И теперь сын Тёмного Лорда обводил веселящихся эльфов тоскливым взглядом, думая лишь о том, под каким бы благовидным предлогом покинуть праздничное застолье. Внезапно эльф заметил, что приехавшие с ним лорды Первого Дома, сидевшие по правую руку Финвэ, как и он не разделяли всеобщую благость. Странно… Ах да, их родителей тоже не было за столом, и лордов было всего пятеро. Внезапно Ломион съёжился под злобным тяжёлым взглядом, поискал глазами того, кто мог так на него смотреть, но Турукано успел отвернуться к жене. Место рядом с ними почему-то пустовало. Почувствовав, как его накрывает душной чёрной волной ненависти дяди, Маэглин постарался незаметно выскользнуть из-за стола и исчез в танцующей, веселящейся толпе жителей города. Протиснувшись между танцорами к самому дальнему от сверкающего огнями дворца краю площади, эльф прислонился лбом к холодному камню фасада какого-то дома, причудливо украшенного растительными орнаментами.

— Тебе плохо? — до плеча Маэглина дотронулась женская ладонь.

— Идриль? — только и смог выдохнуть Ломион.

— Нет, моё имя Анайрэ, — нолдиэ провела рукой по волосам внука, и тот судорожно сглотнул. — Ноло сказал мне, что сын Арельдэ вернулся из чертогов Мандоса. Но почему ты ранен?

— Да, я — Маэглин, сын Эола Лорда Нан Эльмота и Арэдели Ар-Фейниэль. Т-там всё горело и рушилось… — Ломион пытался понять, кто так ласково мог заговорить с ним. Нолофинвэ — отец мамы, а эта эльфийка очень похожа на… Это его бабушка?

— Маэглин, давай-ка, я отведу тебя к целителям? — Анайрэ заметила, что внук очень бледен, а его глаза лихорадочно блестят в наступивших сумерках. — Это Арэдель нашла тебя в чертогах Намо?

— Н-нет… Отец.

— Арельдэ осталась с ним?

— Д-да, — Маэглин не стал вдаваться в подробности, лихорадочно пытаясь придумать повод убежать прочь, но Анайрэ взяла внука за худую ледяную руку и повела подальше от шумной толпы. Нолдиэ не торопилась, давая Ломиону время осмотреться.

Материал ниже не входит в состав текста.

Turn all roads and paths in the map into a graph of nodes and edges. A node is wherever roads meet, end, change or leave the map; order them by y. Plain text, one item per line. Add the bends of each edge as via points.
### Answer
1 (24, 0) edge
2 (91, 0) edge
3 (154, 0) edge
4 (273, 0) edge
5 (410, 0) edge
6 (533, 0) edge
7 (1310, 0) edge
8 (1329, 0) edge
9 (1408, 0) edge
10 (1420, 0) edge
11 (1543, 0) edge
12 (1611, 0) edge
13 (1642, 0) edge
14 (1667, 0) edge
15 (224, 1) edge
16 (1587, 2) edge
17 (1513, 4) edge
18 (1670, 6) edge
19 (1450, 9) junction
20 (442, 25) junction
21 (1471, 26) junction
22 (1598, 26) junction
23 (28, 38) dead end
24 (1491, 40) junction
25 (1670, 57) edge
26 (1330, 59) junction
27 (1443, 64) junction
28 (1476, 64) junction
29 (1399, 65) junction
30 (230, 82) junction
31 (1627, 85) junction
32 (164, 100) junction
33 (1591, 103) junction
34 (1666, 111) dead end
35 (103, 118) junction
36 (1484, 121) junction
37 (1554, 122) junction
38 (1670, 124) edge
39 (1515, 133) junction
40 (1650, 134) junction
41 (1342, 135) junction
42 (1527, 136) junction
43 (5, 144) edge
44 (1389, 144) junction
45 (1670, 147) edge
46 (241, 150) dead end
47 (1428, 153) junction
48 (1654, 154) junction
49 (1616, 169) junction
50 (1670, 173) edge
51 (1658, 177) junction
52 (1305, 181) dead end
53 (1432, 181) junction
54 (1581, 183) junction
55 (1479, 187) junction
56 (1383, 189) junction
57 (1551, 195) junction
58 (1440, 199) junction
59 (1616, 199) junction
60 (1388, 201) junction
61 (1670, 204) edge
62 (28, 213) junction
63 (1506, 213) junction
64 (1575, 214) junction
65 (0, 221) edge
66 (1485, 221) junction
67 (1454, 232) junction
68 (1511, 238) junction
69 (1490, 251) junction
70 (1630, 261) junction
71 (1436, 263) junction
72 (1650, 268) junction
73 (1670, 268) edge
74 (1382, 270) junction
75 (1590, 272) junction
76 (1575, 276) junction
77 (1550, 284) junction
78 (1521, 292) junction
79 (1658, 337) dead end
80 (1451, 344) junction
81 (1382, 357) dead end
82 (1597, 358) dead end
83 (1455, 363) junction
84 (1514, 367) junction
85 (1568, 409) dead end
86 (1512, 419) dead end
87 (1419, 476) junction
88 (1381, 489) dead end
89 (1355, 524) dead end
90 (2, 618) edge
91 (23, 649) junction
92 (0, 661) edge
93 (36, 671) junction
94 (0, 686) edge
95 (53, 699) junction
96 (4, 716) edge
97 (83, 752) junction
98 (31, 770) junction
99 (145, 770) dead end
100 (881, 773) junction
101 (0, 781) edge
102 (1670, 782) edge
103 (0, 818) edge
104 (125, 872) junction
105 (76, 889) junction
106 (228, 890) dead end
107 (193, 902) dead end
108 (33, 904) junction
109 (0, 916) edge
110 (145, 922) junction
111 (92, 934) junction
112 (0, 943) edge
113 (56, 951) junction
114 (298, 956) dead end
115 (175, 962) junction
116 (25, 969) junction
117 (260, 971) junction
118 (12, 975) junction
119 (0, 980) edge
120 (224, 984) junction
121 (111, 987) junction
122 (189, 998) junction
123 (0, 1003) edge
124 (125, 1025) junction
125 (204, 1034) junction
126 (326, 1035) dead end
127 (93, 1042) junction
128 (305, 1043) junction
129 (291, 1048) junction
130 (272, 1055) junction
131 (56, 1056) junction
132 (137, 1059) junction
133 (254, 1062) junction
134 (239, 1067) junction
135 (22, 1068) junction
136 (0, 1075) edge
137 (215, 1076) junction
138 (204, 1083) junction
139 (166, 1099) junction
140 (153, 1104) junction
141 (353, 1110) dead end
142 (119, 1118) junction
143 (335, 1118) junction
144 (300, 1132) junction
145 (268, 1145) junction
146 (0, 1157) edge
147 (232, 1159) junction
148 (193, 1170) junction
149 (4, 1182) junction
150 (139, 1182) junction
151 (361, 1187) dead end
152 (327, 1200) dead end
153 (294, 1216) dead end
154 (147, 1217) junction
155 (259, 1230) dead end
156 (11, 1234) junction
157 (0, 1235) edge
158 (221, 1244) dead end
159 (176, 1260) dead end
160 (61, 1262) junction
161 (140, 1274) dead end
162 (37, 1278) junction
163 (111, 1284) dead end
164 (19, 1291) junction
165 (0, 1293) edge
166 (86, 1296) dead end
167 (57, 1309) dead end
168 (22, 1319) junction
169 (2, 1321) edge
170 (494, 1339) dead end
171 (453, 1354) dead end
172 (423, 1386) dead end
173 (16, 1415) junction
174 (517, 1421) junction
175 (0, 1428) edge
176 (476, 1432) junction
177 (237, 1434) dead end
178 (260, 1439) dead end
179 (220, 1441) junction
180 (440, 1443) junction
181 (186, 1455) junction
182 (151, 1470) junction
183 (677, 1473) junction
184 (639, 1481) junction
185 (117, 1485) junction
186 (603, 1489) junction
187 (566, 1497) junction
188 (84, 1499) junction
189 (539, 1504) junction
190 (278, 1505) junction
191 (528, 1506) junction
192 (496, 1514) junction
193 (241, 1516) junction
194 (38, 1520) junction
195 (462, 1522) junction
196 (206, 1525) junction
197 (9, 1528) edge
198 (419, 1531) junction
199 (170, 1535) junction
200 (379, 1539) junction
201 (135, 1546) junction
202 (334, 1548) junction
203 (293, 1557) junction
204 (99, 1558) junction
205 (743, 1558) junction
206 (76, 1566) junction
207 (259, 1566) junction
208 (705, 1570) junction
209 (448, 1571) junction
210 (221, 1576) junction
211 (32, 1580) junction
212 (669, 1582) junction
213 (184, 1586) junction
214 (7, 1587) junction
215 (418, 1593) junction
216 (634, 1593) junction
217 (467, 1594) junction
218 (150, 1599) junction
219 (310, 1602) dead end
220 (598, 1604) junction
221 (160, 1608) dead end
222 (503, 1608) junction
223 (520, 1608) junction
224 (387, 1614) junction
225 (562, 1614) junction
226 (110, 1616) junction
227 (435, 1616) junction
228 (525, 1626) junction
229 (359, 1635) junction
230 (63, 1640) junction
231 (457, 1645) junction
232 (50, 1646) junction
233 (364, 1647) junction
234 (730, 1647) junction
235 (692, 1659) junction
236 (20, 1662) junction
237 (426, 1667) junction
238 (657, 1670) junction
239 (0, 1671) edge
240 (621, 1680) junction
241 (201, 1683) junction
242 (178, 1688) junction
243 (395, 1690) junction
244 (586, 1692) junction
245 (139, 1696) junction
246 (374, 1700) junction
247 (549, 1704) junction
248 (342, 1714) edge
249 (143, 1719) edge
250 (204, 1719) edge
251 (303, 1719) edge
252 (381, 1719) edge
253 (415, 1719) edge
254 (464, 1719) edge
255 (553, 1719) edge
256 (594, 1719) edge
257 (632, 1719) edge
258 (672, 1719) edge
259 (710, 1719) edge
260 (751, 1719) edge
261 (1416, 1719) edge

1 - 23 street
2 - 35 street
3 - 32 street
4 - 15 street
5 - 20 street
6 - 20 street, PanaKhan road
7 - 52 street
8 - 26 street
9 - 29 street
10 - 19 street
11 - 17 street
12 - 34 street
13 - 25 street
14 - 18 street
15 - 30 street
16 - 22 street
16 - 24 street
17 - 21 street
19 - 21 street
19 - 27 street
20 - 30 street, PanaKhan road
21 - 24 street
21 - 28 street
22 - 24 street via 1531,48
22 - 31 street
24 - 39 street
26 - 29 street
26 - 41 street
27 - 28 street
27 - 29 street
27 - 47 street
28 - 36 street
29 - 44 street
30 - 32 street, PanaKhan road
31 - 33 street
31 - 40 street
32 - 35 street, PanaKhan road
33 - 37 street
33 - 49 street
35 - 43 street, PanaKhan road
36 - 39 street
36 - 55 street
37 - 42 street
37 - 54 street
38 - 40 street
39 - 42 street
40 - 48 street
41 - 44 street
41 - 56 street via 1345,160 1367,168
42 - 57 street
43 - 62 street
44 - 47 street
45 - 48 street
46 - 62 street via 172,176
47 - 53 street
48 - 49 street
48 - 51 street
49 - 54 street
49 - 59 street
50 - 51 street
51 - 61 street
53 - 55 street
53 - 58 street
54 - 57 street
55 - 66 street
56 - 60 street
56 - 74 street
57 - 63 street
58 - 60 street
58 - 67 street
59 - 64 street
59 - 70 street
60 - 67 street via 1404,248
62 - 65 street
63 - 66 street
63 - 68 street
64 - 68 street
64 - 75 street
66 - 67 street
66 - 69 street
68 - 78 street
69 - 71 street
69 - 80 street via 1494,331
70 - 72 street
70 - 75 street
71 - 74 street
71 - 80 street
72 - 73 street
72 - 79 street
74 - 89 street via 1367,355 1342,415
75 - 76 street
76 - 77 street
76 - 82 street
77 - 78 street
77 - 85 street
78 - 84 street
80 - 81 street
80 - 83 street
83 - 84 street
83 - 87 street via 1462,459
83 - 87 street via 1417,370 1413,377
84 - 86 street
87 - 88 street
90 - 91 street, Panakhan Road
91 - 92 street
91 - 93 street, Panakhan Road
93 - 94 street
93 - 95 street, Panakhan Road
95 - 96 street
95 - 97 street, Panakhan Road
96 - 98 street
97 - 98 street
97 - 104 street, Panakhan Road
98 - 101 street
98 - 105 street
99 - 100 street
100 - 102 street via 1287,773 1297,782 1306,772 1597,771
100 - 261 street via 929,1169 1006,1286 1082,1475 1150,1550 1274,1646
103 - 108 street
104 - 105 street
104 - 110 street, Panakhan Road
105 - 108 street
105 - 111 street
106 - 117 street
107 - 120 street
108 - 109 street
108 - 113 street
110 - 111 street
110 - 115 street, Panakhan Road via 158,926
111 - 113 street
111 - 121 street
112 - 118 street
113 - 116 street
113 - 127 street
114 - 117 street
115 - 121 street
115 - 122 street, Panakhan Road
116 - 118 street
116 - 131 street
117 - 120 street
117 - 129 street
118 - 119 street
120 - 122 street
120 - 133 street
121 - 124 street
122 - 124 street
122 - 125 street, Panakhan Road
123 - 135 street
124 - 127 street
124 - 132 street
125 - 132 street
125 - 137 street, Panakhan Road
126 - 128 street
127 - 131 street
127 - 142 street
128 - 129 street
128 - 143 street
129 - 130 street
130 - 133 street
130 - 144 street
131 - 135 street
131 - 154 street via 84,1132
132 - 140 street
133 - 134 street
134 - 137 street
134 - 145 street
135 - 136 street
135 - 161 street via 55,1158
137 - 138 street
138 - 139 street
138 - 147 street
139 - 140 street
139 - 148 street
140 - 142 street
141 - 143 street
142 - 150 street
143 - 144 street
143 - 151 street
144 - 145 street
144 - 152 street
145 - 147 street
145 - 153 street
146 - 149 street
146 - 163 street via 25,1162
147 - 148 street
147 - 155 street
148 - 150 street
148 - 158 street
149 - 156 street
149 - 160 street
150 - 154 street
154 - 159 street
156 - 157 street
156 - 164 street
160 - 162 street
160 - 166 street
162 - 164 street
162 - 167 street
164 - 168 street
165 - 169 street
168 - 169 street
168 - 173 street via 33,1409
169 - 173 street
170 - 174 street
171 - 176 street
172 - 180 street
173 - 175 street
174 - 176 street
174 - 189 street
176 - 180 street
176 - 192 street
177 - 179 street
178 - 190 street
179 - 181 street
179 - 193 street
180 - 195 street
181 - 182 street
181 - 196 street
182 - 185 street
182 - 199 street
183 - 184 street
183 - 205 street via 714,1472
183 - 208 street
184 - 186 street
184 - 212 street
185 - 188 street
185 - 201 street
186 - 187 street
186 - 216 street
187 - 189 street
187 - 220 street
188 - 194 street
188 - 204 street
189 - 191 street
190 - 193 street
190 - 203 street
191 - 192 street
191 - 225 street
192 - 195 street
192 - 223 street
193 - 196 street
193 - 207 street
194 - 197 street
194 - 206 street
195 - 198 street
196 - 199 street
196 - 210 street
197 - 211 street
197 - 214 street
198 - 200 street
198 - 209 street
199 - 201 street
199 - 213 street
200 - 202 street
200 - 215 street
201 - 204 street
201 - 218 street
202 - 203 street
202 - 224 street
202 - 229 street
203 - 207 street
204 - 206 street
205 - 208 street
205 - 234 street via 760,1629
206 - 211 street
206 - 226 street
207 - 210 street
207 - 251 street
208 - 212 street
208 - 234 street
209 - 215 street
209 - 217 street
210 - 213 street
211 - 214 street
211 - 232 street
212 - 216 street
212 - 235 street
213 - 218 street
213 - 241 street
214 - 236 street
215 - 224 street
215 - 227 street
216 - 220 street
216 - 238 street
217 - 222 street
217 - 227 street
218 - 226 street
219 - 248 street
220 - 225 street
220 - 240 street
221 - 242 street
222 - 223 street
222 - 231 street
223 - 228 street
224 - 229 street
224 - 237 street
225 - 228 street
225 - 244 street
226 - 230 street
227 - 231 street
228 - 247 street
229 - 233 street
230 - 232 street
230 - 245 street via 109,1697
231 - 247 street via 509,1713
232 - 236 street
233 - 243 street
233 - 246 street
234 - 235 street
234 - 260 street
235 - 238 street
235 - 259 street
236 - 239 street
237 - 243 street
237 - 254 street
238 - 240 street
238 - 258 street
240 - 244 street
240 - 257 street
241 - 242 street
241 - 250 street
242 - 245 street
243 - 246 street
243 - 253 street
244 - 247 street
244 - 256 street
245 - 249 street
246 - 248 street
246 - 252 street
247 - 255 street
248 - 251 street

Многочисленные разноцветные светильники освещали город, утопавший в зелени цветущих садов.

— Тут очень красиво… — совсем, как в Гондолине, чуть не вырвалось у Маэглина, но он вовремя спохватился. — Мама много рассказывала о Тирионе.

— Тебе нравится? — улыбнулась эльфийка. — При свете Ариэн город ещё краше.

— Я не достоин жить здесь, — вдруг пробормотал Ломион. — Госпожа Анайрэ…

— Прошу, не называй меня так, — бабушка остановилась и, обернувшись к Маэглину, прикоснулась ладонями к мокрому от слёз лицу ссутулившегося внука. — Мы все знаем твою историю, и тебя никто не будет осуждать за прошлую жизнь! Ты достаточно времени провёл в чертогах Намо и успел тысячу раз раскаяться в содеянном.